Apache Spark
Apache Spark
|
|
---|---|
Basic data
|
|
developer | Apache Software Foundation |
Publishing year | May 30, 2014, March 1, 2014 |
Current version |
3.0.0 ( 6 June 2020 ) |
operating system | Windows , OS X , Linux |
programming language | Scala , Java , Python |
category | Development framework, big data analysis |
License | Apache license , version 2.0 |
spark.apache.org |
Apache Spark is a framework for cluster computing that was created as part of a research project at the AMPLab of the University of California at Berkeley and has been publicly available under an open source license since 2010 . The project has been continued by the Apache Software Foundation since 2013 and has been classified as a Top Level Project there since 2014 .
architecture
Spark consists of several, partially interdependent components:
Spark Core
The Spark Core forms the basis of the entire Spark system.

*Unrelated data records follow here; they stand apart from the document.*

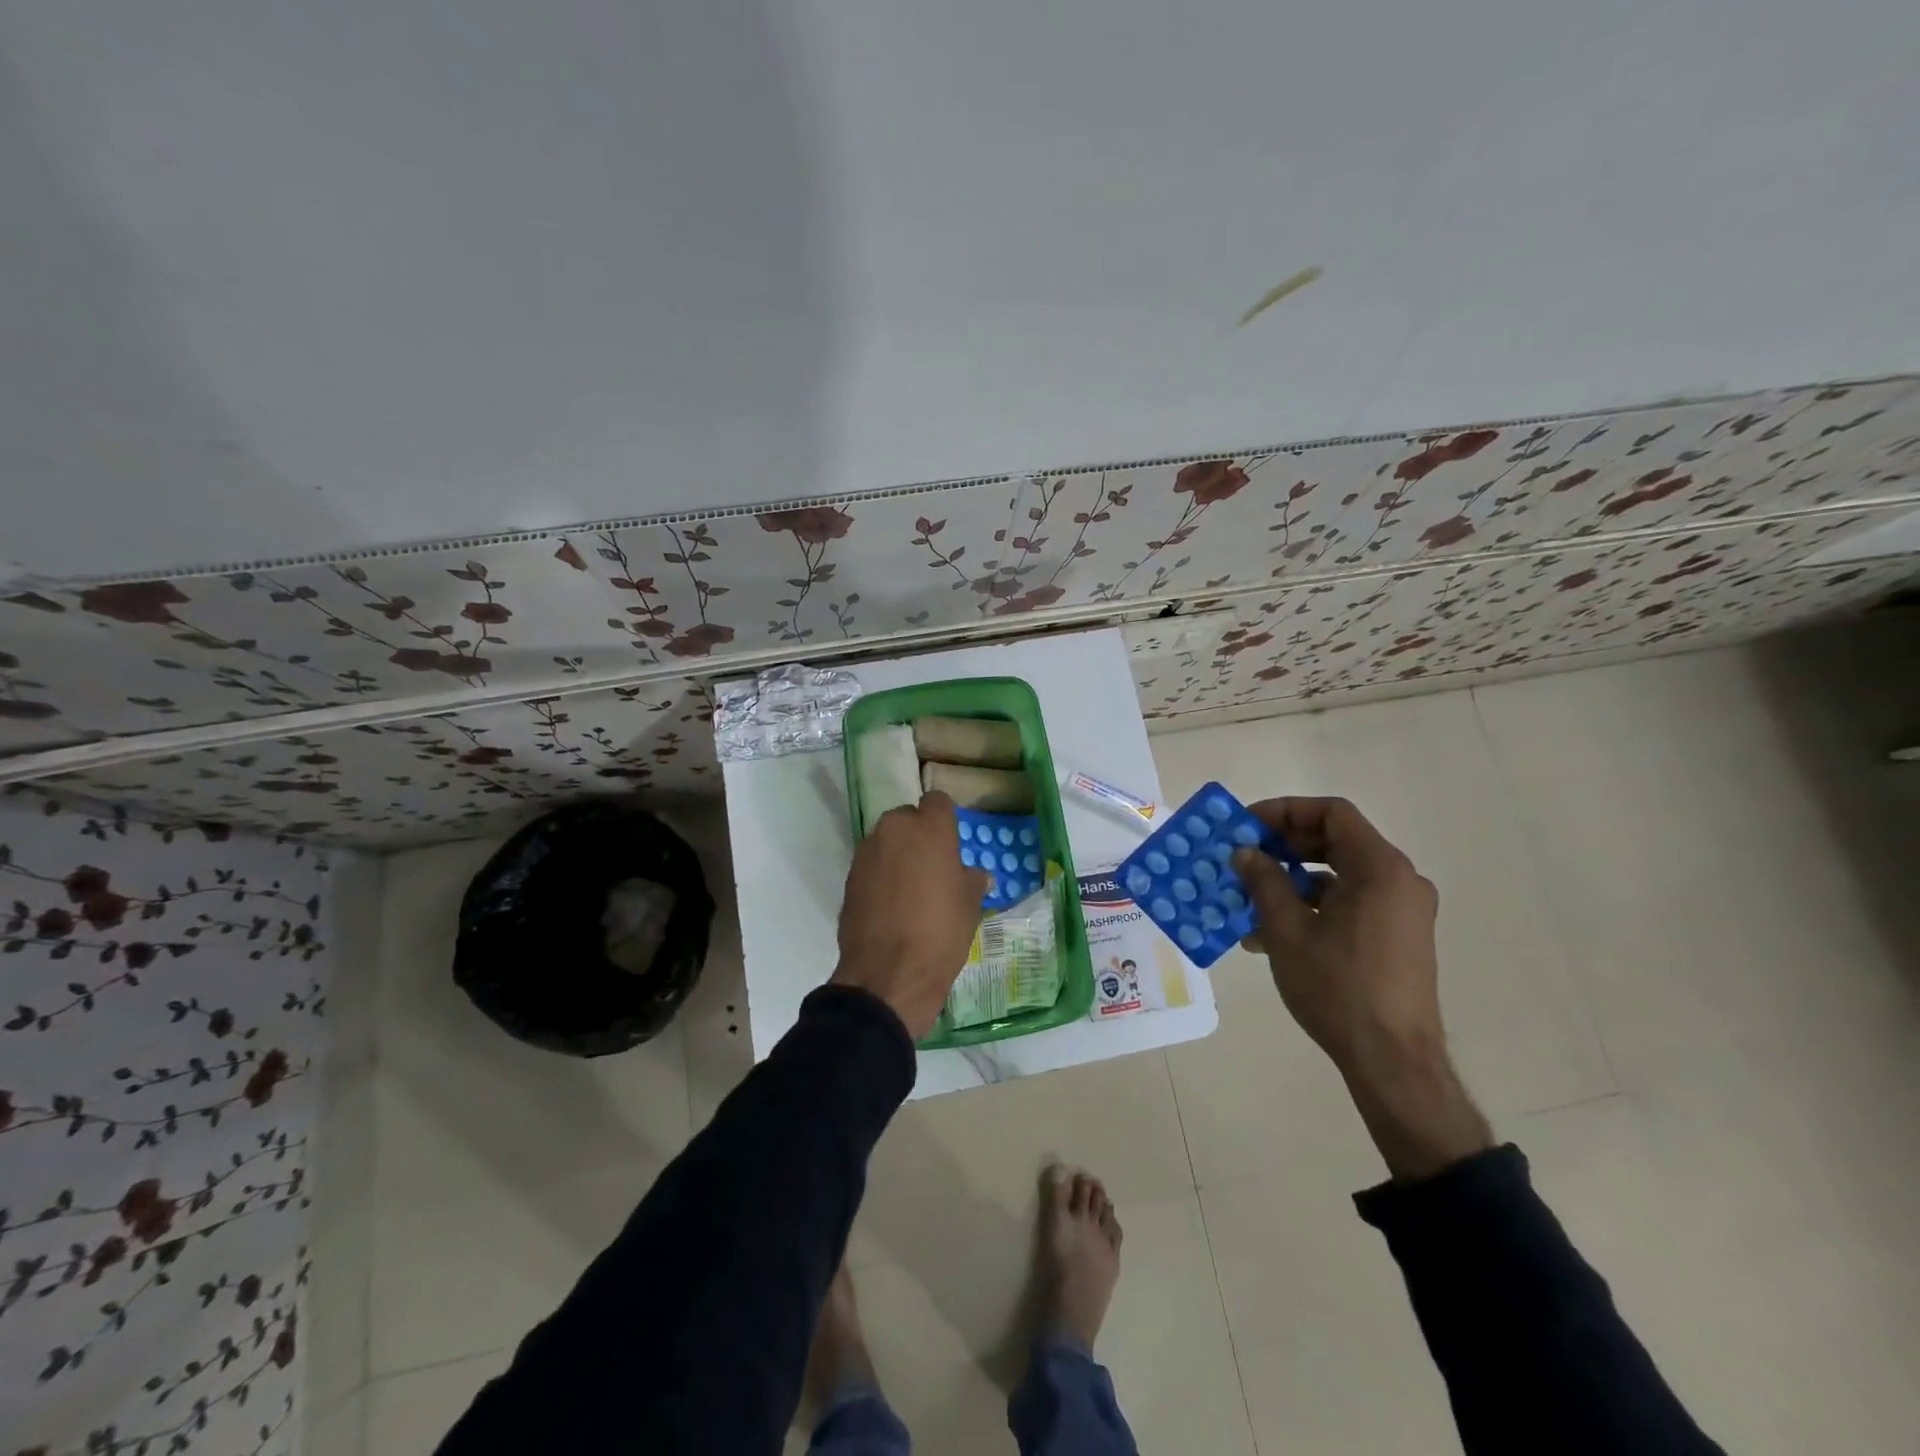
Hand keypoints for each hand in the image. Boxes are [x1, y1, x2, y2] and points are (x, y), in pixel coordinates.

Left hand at [831, 790, 989, 1038]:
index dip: (945, 819)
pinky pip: (871, 865)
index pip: (937, 801)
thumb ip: (972, 880)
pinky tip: (891, 905)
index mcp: (929, 827)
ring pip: (887, 841)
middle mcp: (894, 829)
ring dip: (898, 855)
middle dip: (919, 836)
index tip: (952, 842)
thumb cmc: (940, 932)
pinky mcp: (849, 877)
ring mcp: (867, 852)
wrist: (888, 975)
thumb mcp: (970, 906)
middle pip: (908, 819)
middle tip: (933, 868)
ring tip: (911, 889)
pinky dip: (881, 876)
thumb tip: (975, 875)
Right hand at [1232, 797, 1490, 1178]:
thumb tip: (1244, 852)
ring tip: (1248, 901)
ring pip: (1339, 875)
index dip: (1285, 811)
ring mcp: (1402, 911)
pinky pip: (1350, 903)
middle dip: (1283, 846)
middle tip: (1243, 857)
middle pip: (1336, 841)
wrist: (1393, 1061)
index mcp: (1380, 869)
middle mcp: (1399, 881)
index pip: (1332, 813)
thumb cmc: (1338, 987)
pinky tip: (1271, 934)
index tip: (1247, 825)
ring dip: (1291, 880)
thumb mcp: (1287, 930)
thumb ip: (1264, 881)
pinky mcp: (1397, 937)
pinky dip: (1312, 906)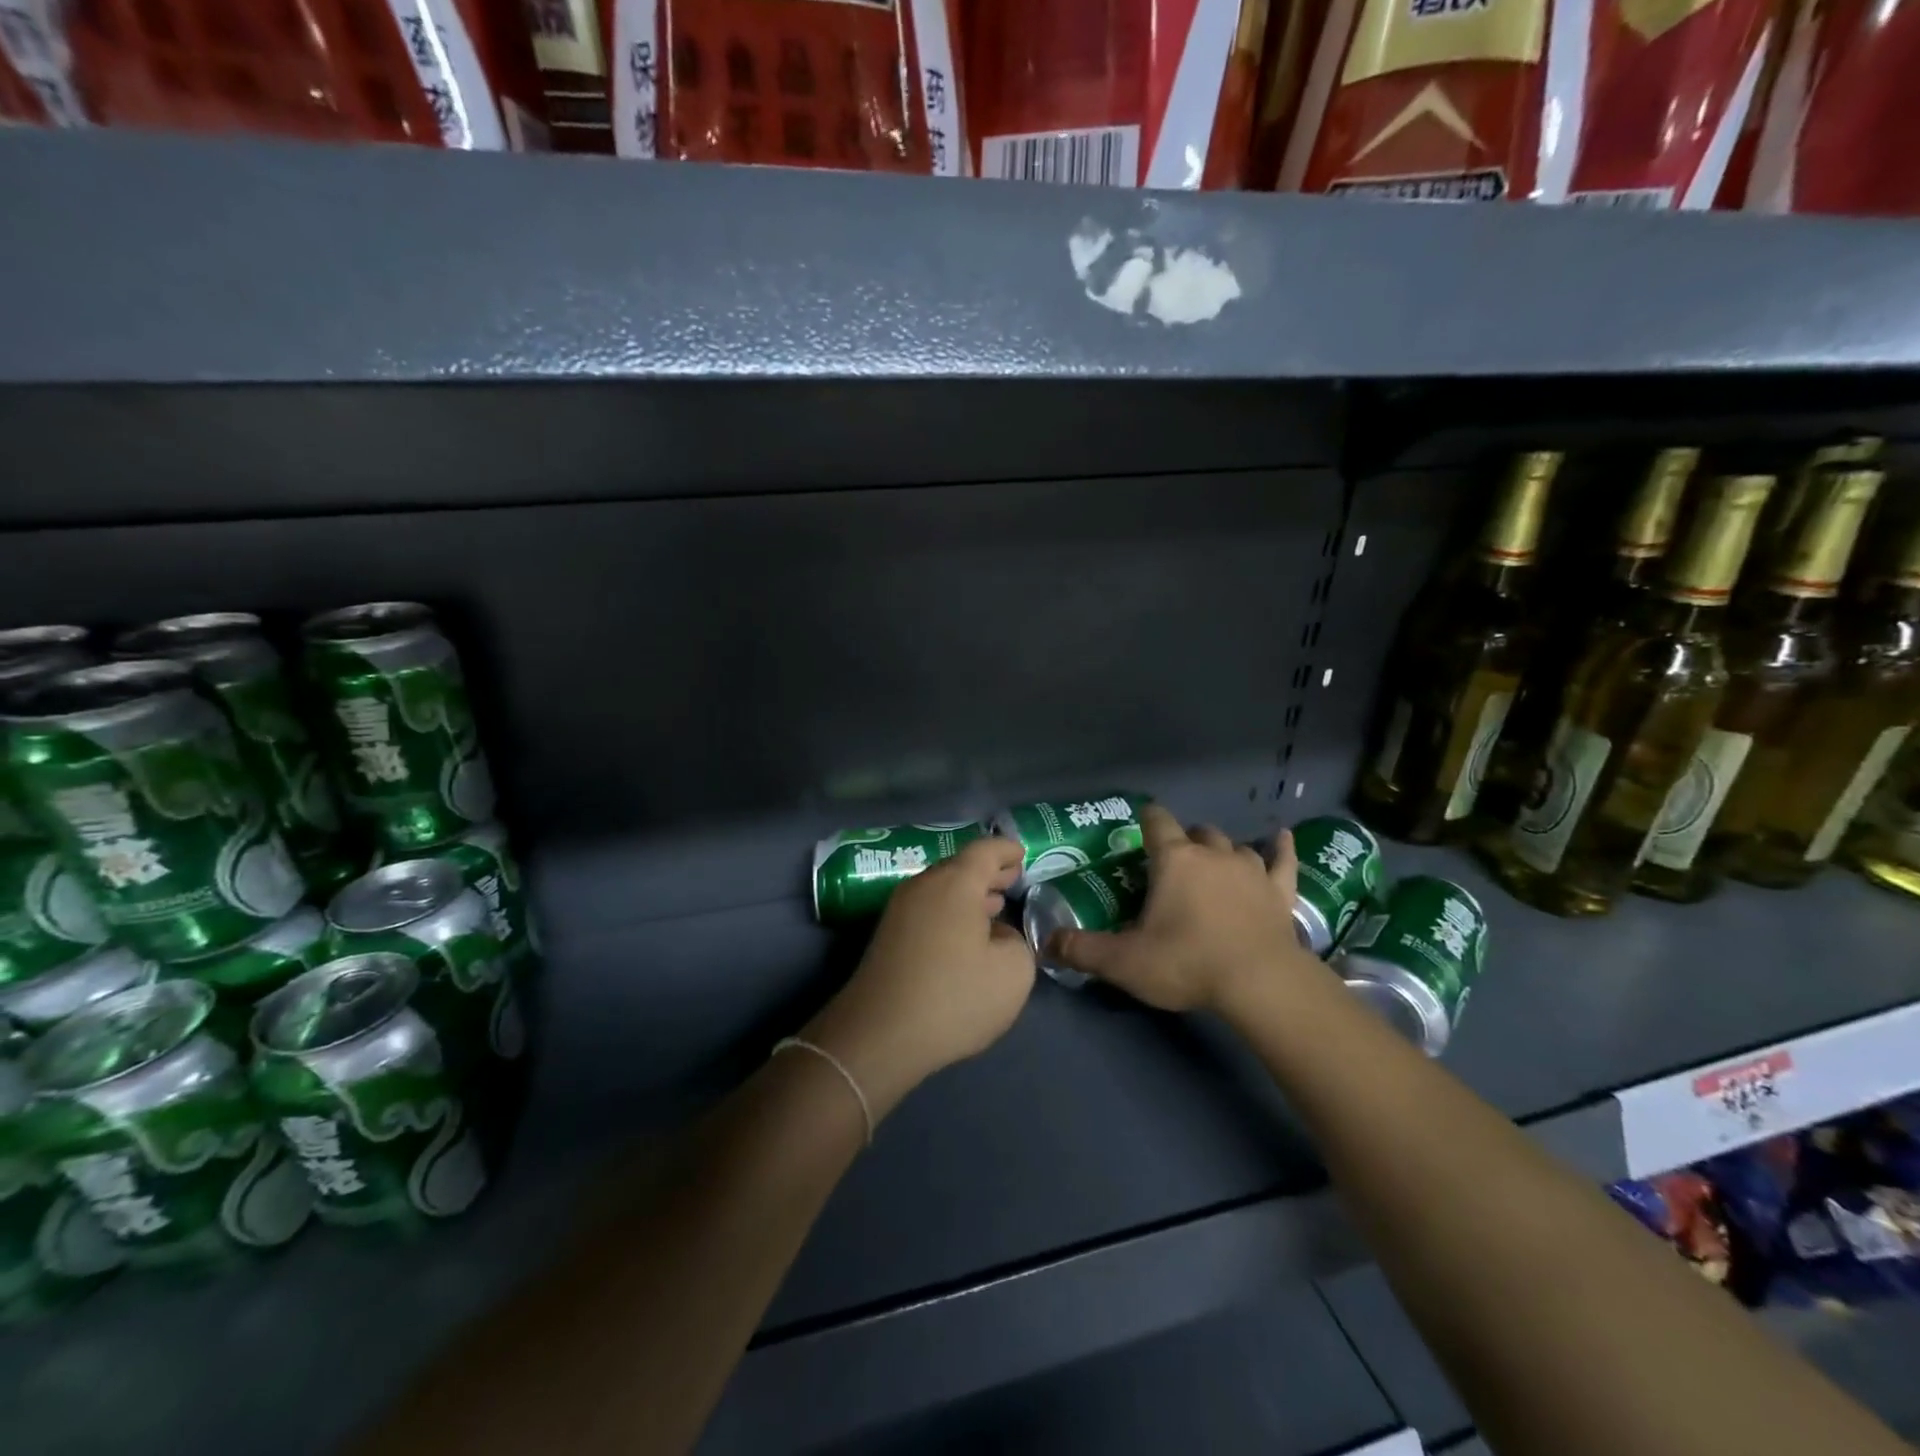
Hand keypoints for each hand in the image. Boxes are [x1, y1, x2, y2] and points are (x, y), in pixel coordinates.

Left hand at [804, 836, 1033, 1116]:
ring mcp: (900, 909)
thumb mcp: (1013, 972)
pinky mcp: (888, 936)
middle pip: (960, 866)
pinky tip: (965, 934)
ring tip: (994, 905)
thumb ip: (1017, 942)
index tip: (1022, 854)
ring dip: (969, 894)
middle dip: (988, 872)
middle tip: (1012, 879)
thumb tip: (996, 934)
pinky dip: (950, 911)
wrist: (879, 1034)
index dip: (1007, 850)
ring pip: (941, 888)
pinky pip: (928, 909)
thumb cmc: (953, 997)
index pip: (985, 850)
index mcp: (955, 883)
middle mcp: (924, 885)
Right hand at [1046, 805, 1322, 1012]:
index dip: (1146, 819)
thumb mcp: (1124, 961)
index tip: (1139, 827)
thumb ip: (1082, 949)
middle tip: (1171, 867)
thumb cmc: (1187, 962)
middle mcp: (1213, 854)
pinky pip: (1282, 861)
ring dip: (1221, 852)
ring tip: (1212, 867)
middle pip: (1197, 832)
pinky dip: (1280, 849)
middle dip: (1183, 842)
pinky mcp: (1279, 892)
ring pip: (1233, 846)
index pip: (1157, 822)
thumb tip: (1046, 943)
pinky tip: (1282, 839)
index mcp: (1174, 860)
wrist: (1260, 984)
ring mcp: (1251, 870)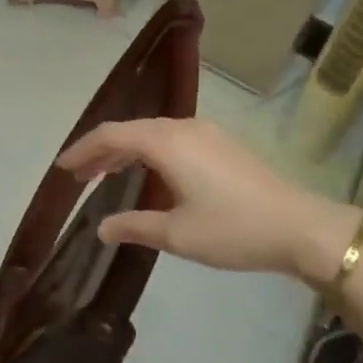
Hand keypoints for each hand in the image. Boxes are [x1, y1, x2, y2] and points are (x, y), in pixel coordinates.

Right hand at [58, 117, 357, 276]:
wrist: (301, 226)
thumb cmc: (233, 229)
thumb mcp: (178, 234)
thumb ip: (134, 227)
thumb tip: (101, 228)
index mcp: (166, 142)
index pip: (111, 135)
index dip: (83, 150)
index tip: (62, 169)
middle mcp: (183, 127)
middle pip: (130, 130)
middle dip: (101, 151)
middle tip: (79, 176)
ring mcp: (206, 132)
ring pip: (152, 133)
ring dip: (126, 151)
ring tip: (105, 175)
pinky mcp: (222, 143)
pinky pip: (172, 138)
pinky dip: (149, 151)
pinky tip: (148, 173)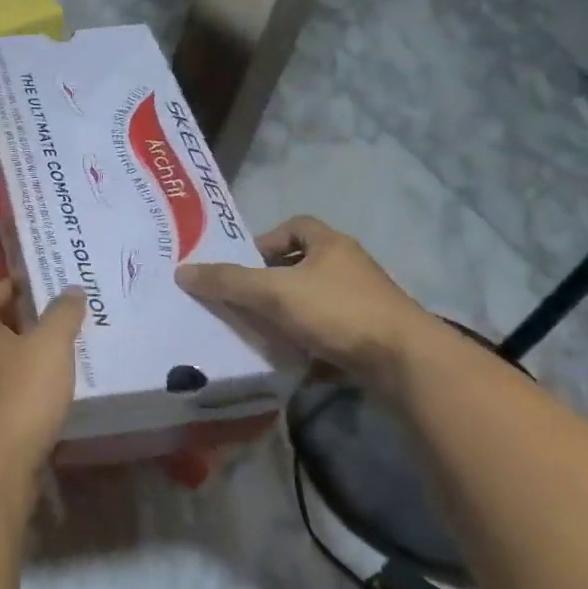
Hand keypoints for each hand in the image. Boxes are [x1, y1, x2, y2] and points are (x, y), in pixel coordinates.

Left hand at [0, 280, 85, 511]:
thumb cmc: (21, 395)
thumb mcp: (50, 346)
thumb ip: (62, 315)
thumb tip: (71, 289)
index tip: (28, 286)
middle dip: (19, 323)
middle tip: (55, 318)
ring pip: (1, 366)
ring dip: (26, 357)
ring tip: (62, 354)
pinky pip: (11, 396)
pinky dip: (30, 390)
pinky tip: (56, 395)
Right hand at [175, 216, 428, 379]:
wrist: (406, 362)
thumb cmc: (338, 311)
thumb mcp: (274, 292)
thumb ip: (228, 281)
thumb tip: (182, 271)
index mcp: (330, 245)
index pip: (295, 226)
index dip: (265, 241)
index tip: (245, 265)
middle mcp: (350, 267)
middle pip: (303, 266)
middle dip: (273, 283)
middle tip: (245, 301)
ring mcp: (365, 303)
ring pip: (316, 302)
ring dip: (289, 316)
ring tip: (262, 333)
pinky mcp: (373, 337)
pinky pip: (331, 334)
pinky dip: (310, 345)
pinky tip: (293, 362)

It provides basic infrastructure functionalities (task distribution, scheduling, I / O etc.). The basic data structure for all operations carried out in Spark is referred to as Resilient Distributed Dataset ( RDD , in German roughly "robust distributed dataset") - this is a (partial) set of data formed according to logical criteria, which is distributed over several computers can be distributed. RDDs can be generated from external sources (e.g. SQL, file, ...) or as a result of the application of various transformation functions (map, reduce, filter, join, group, ...).
Spark SQL
Spark SQL offers the option of converting RDDs into a so-called data frame on which SQL queries can be carried out. For this purpose, data frames are registered as temporary tables with a user-defined table name, which can be used in the FROM clause of SQL queries. This makes it easy to carry out selections, projections, joins, groupings and more.
Spark streaming
Spark Streaming enables the processing of data streams by dividing them into individual packets on which transformations can then be carried out.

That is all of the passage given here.